Linux NFS development
 help / color / mirror / Atom feed
From: Chuck Lever <chuck.lever@oracle.com>
To: anna.schumaker@netapp.com
Cc: linux-rdma@vger.kernel.org, linux-nfs@vger.kernel.org
Subject: [PATCH v4 09/10] xprtrdma: Invalidate in the RPC reply handler
Date: Wed, 16 Dec 2015 17:23:11 -0500	[thread overview]
Message-ID: <20151216222311.13110.96831.stgit@manet.1015granger.net> (raw)
In-Reply-To: <20151216221444.13110.43538.stgit@manet.1015granger.net>

There is a window between the time the RPC reply handler wakes the
waiting RPC task and when xprt_release() invokes ops->buf_free.
During this time, memory regions containing the data payload may
still be accessed by a broken or malicious server, but the RPC
application has already been allowed access to the memory containing
the RPC request's data payloads.

The server should be fenced from client memory containing RPC data
payloads _before_ the RPC application is allowed to continue.

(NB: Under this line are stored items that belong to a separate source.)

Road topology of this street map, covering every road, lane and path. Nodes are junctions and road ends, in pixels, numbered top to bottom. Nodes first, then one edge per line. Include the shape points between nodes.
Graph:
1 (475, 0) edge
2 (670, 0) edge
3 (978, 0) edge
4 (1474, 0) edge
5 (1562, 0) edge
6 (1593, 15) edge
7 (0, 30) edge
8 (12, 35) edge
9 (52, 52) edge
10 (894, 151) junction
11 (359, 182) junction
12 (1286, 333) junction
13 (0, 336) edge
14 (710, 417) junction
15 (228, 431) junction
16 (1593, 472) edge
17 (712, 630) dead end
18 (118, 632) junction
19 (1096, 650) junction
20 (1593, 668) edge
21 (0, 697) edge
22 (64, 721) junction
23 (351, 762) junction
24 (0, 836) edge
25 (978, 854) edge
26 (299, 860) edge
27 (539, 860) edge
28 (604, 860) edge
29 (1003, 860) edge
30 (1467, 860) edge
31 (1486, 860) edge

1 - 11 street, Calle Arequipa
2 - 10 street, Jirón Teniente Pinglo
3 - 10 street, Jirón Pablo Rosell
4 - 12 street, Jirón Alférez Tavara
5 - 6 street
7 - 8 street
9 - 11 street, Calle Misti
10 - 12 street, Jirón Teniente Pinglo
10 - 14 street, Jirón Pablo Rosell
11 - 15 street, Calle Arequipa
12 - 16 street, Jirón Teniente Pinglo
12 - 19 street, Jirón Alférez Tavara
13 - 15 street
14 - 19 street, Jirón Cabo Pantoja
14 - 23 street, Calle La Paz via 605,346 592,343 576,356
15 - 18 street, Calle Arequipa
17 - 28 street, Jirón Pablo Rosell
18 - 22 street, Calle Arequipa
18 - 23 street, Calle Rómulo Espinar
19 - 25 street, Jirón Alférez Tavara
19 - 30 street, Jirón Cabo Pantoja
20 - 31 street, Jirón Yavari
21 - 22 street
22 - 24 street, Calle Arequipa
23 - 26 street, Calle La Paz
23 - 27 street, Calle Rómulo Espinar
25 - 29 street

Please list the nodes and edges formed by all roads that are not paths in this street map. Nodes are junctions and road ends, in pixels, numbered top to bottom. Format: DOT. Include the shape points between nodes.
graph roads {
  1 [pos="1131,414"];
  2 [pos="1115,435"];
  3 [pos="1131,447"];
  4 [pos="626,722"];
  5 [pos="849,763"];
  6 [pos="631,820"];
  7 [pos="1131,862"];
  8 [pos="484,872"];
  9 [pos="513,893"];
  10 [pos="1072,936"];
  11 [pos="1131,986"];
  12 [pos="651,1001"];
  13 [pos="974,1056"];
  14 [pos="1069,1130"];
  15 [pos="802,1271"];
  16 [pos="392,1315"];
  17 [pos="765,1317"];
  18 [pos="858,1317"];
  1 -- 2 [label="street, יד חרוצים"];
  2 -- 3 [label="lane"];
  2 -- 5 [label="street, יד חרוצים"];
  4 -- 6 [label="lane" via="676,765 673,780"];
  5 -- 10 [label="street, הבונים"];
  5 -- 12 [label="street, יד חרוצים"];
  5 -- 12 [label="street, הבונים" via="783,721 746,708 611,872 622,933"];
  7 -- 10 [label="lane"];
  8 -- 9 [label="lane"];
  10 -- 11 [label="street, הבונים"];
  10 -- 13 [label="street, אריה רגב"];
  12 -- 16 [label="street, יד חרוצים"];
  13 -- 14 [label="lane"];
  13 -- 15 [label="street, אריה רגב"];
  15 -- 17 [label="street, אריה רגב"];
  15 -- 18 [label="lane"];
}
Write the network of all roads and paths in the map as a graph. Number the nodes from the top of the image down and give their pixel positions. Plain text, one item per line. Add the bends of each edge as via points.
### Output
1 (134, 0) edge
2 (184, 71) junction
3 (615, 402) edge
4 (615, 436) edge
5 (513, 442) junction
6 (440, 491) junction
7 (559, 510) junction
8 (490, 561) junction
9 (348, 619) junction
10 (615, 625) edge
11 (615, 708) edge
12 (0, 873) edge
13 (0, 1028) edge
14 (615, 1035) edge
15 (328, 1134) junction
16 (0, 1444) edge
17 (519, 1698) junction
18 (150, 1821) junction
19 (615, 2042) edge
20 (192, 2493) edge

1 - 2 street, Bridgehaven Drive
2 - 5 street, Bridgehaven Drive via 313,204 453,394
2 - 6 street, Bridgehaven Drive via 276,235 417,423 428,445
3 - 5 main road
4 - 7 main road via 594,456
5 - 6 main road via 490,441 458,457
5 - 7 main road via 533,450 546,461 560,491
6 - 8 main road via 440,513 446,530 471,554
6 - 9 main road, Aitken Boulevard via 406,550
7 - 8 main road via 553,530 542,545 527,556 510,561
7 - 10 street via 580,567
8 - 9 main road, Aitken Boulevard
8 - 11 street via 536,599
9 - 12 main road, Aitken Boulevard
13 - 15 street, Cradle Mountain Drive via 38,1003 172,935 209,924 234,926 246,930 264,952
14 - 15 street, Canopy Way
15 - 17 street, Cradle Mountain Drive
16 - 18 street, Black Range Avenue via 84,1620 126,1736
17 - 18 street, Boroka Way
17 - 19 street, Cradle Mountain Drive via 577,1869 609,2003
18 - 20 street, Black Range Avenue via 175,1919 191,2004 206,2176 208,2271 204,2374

This change also more strongly enforces send queue accounting. There
is a maximum number of RPC calls allowed to be outstanding. When an
RPC/RDMA transport is set up, just enough send queue resources are
allocated to handle registration, Send, and invalidation WRs for
each those RPCs at the same time.

Before, additional RPC calls could be dispatched while invalidation
WRs were still consuming send WQEs. When invalidation WRs backed
up, dispatching additional RPCs resulted in a send queue overrun.

Now, the reply handler prevents RPC dispatch until invalidation is
complete. This prevents RPC call dispatch until there are enough
send queue resources to proceed.

Still to do: If an RPC exits early (say, ^C), the reply handler has
no opportunity to perform invalidation. Currently, xprt_rdma_free()
still frees remaining RDMA resources, which could deadlock.
Additional changes are needed to handle invalidation properly in this
case.

Reported-by: Jason Gunthorpe <jgunthorpe@obsidianresearch.com>
Signed-off-by: Chuck Lever <chuck.lever@oracle.com>
Tested-by: Devesh Sharma <devesh.sharma@avagotech.com>
---
 net/sunrpc/xprtrdma/rpc_rdma.c |   16 ++++++++++++++++
 1 file changed, 16 insertions(+)

diff --git a/net/sunrpc/xprtrdma/rpc_rdma.c b/net/sunrpc/xprtrdma/rpc_rdma.c
index c10d969..0f28f2d 100644
--- a/net/sunrpc/xprtrdma/rpc_rdma.c
+++ b/net/sunrpc/xprtrdma/rpc_rdma.c
@@ -804,6 +804,11 @@ rpcrdma_reply_handler(struct rpcrdma_rep *rep)
 	if (req->rl_reply)
 		goto out_duplicate;
 
+	/* Sanity checking has passed. We are now committed
+	 * to complete this transaction.
+	 */
+	list_del_init(&rqst->rq_list);
+	spin_unlock_bh(&xprt->transport_lock);
 	dprintk("RPC:       %s: reply 0x%p completes request 0x%p\n"
 		"                   RPC request 0x%p xid 0x%08x\n",
 			__func__, rep, req, rqst,
@@ -888,12 +893,23 @@ badheader:
 		break;
 	}
 
+	/* Invalidate and flush the data payloads before waking the
+	 * waiting application. This guarantees the memory region is
+	 * properly fenced from the server before the application
+	 * accesses the data. It also ensures proper send flow
+	 * control: waking the next RPC waits until this RPC has
+	 * relinquished all its Send Queue entries.
+	 */
+	if (req->rl_nchunks)
+		r_xprt->rx_ia.ri_ops->ro_unmap_sync(r_xprt, req);
+
 	credits = be32_to_cpu(headerp->rm_credit);
 	if (credits == 0)
 		credits = 1;	/* don't deadlock */
 	else if (credits > r_xprt->rx_buf.rb_max_requests)
 		credits = r_xprt->rx_buf.rb_max_requests;
 
+	spin_lock_bh(&xprt->transport_lock);
 	cwnd = xprt->cwnd;
 	xprt->cwnd = credits << RPC_CWNDSHIFT;
 	if (xprt->cwnd > cwnd)


  parent reply	other threads:[~2015-12-16 22:23 UTC|newest]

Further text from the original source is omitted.